Addtionally, we are co-sponsoring the Gardena Valley Japanese Cultural Institute’s Day of Remembrance, which will screen Konrad Aderer’s Resistance at Tule Lake and feature a discussion with former Tule Lake incarcerees and family members. The event will be on Saturday, February 25th from 2pm to 4pm.

We hope you will check out our resources and publications and that you will join us at these events as we celebrate and continue our legacies of resistance!

-UCLA Asian American Studies Center


The Center has released many publications related to this history, including:

  • Asian Americans on War and Peace
  • Executive Order 9066 (limited copies available)
  • Untold Civil Rights Stories (includes chapter on Fred Korematsu)
  • Passing It On: A Memoir by Yuri Kochiyama
  • Views From Within: The Japanese American Evacuation and Resettlement Study
  • Speaking Out for Personal Justice: Site Summaries of Testimonies and Witnesses Registry from the U.S. Commission on Wartime Relocation and Internment of Civilians (CWRIC) Hearings 1981

The Center’s interdisciplinary Amerasia Journal has published articles and special issues on Japanese American incarceration and resistance, as well as on cross- ethnic and historical connections.

  • Issue 42:2 “Carceral States” | (PR) – explores parallels with Japanese American incarceration and the dispossession of Native American lands.
  • Issue 36:2 “Asian Australia and Asian America: Making Transnational Connections” | (PR) – features article “Alien Intimacies: The Colonality of Japanese Internment in Australia, Canada, and the U.S.” by Iyko Day
  • Issue 30:2 “Tribute to Miné Okubo” | (PR) – on the work of artist Miné Okubo, featuring her drawings of the camps along with rare images and archival photographs
  • Issue 19:1 Commemorative Issue: Japanese American Internment Fiftieth Anniversary (Out of Print – but available online for free for a limited time!)

Print copies of most issues are available for purchase. Search our online journal site for more articles.

The Jack and Aiko Herzig Papers is an archival collection donated by researchers and community advocates Jack and Aiko Herzig. It was processed by the Center and is now available through UCLA Special Collections. The Herzig Papers serve to enhance public knowledge about the unjust, forced exclusion, evacuation and incarceration of 120,000 Japanese Americans during World War II.

Speaking Out for Personal Justice (SOPJ), co-edited by Aiko Herzig-Yoshinaga and Marjorie Lee, is a milestone resource and reference guide to the 789 oral testimonies presented before the U.S. Commission on Wartime Relocation and Internment of Civilians. These testimonies helped lead to the Civil Liberties Act of 1988 granting wartime survivors a public apology, reparations, and a public education fund.

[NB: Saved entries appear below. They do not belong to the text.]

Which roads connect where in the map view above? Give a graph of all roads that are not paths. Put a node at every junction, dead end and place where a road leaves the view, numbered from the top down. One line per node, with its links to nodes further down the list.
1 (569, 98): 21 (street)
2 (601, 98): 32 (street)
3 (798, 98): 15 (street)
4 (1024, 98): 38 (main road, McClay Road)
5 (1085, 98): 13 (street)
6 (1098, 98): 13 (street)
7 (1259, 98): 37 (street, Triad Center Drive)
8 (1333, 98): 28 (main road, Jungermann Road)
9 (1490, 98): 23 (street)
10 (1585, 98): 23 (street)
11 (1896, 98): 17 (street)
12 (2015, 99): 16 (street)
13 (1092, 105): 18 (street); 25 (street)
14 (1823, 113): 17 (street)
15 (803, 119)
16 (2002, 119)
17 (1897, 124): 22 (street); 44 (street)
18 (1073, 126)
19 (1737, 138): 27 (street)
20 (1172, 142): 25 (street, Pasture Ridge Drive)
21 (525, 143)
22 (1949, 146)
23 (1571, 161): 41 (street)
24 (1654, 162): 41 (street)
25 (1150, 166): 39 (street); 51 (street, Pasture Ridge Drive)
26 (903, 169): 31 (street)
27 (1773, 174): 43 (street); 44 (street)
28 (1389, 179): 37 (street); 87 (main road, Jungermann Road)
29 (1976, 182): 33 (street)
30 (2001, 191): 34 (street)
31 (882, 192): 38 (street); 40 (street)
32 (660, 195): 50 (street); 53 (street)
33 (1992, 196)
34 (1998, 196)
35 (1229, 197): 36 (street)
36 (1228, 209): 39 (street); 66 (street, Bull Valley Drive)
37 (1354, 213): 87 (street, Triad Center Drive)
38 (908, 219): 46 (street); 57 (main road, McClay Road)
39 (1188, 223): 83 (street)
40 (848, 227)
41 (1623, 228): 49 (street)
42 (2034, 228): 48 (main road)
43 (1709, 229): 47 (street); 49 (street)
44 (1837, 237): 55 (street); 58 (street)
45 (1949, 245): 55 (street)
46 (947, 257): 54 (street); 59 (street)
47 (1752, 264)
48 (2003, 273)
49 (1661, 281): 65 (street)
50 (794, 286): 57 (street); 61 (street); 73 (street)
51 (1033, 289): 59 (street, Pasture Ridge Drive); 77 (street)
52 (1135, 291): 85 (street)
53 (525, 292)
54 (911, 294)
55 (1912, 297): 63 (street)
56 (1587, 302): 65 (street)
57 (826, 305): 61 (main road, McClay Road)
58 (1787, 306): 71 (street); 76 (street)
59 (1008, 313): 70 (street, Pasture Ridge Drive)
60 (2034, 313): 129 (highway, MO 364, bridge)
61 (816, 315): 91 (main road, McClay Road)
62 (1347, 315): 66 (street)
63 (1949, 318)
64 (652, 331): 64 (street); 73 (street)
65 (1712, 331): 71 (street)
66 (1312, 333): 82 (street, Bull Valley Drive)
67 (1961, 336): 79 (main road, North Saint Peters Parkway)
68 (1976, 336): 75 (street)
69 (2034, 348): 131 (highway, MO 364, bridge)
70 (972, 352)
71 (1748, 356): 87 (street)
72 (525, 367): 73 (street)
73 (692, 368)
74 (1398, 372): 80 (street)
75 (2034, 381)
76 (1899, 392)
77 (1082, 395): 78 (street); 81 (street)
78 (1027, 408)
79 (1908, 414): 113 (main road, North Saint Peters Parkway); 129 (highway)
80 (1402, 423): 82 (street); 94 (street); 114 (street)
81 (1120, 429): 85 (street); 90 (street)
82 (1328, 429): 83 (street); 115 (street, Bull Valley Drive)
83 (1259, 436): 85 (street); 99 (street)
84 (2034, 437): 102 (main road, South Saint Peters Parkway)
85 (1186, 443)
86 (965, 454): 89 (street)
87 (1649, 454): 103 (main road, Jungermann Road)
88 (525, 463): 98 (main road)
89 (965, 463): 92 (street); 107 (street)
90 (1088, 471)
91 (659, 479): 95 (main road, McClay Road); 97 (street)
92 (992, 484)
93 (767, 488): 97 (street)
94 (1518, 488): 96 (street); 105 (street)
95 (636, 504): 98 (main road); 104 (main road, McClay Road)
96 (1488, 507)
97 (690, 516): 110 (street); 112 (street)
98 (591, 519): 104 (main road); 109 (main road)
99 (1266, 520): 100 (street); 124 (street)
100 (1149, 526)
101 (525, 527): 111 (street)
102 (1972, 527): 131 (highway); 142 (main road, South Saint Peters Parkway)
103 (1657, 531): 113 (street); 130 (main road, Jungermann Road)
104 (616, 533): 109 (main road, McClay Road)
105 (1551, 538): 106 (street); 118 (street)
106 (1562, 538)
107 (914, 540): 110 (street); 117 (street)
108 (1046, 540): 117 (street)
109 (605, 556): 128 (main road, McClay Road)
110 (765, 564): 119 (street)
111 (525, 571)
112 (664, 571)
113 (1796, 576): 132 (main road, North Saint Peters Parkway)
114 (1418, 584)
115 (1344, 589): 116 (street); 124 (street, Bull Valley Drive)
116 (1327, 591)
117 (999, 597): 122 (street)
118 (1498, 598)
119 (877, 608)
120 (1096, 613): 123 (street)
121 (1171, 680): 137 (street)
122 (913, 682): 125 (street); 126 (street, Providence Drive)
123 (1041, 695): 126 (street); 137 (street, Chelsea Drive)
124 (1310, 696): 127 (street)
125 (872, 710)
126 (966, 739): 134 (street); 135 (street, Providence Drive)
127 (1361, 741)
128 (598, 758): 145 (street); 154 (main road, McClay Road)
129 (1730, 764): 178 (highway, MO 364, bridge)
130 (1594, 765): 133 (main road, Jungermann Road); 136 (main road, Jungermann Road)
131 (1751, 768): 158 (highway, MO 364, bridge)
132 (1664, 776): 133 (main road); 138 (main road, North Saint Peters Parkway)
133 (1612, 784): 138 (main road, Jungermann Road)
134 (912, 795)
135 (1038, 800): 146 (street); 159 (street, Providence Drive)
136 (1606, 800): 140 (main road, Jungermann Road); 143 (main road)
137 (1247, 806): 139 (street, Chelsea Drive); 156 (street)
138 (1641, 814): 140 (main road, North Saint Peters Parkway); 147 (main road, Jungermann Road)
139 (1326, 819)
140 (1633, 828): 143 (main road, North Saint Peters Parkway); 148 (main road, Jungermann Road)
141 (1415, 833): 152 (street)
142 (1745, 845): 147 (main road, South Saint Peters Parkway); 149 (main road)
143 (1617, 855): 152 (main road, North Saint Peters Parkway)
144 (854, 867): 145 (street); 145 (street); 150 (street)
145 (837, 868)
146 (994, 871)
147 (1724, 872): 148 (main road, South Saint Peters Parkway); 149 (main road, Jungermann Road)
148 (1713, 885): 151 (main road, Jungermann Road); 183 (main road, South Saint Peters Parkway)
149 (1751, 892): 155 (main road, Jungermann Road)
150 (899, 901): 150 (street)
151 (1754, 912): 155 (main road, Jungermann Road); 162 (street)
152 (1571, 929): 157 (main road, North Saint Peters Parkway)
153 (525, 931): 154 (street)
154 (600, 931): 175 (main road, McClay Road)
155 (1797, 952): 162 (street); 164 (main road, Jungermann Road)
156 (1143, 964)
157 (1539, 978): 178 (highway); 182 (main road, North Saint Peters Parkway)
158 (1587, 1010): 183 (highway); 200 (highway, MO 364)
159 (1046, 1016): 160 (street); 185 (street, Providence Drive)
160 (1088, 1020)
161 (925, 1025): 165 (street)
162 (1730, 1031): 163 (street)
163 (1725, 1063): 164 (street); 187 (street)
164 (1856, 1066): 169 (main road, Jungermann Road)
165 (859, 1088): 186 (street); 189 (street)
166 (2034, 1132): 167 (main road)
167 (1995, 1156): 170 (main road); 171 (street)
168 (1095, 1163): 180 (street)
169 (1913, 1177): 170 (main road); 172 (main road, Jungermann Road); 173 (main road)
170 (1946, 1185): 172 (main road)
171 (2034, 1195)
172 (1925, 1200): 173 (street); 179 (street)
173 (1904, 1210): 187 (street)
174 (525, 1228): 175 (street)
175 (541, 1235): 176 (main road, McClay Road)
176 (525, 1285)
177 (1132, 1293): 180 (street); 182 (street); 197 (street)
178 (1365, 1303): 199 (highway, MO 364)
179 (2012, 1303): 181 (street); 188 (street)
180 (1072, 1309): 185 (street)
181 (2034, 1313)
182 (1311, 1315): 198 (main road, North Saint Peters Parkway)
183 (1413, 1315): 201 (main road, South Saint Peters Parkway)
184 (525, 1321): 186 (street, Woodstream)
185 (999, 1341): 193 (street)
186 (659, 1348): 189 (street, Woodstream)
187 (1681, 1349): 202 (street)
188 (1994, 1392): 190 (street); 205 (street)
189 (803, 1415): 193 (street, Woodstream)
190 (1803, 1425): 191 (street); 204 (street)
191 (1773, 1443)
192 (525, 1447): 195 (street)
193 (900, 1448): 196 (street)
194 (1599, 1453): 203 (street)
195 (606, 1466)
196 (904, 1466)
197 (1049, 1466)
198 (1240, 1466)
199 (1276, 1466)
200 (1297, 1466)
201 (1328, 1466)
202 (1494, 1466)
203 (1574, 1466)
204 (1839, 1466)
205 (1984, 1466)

SOPJ, in conjunction with the Herzig Papers, are significant markers to understanding a profound social movement for justice by Japanese Americans against their wartime incarceration and offer keen insights for all Americans regarding constitutionality and accountability.

The Suyama Project aims to preserve the history of Japanese American resistance during World War II, including, but not limited to the 100th/442nd Regimental Combat Team draftees, Army and draft resisters, No-Nos, renunciants, and other Nikkei dissidents of World War II. The Center has hosted several community events that featured No-Nos, draft resisters, and researchers, along with archival material found on the project site. Visit www.suyamaproject.org and discover images, as well as resources that shatter the myth of the “quiet American.”

The Suyama Project is funded by the Eji Suyama, 100th Battalion/442nd RCT Draftees, No-Nos, Draft Resisters and Renunciants Archival Collection Endowment.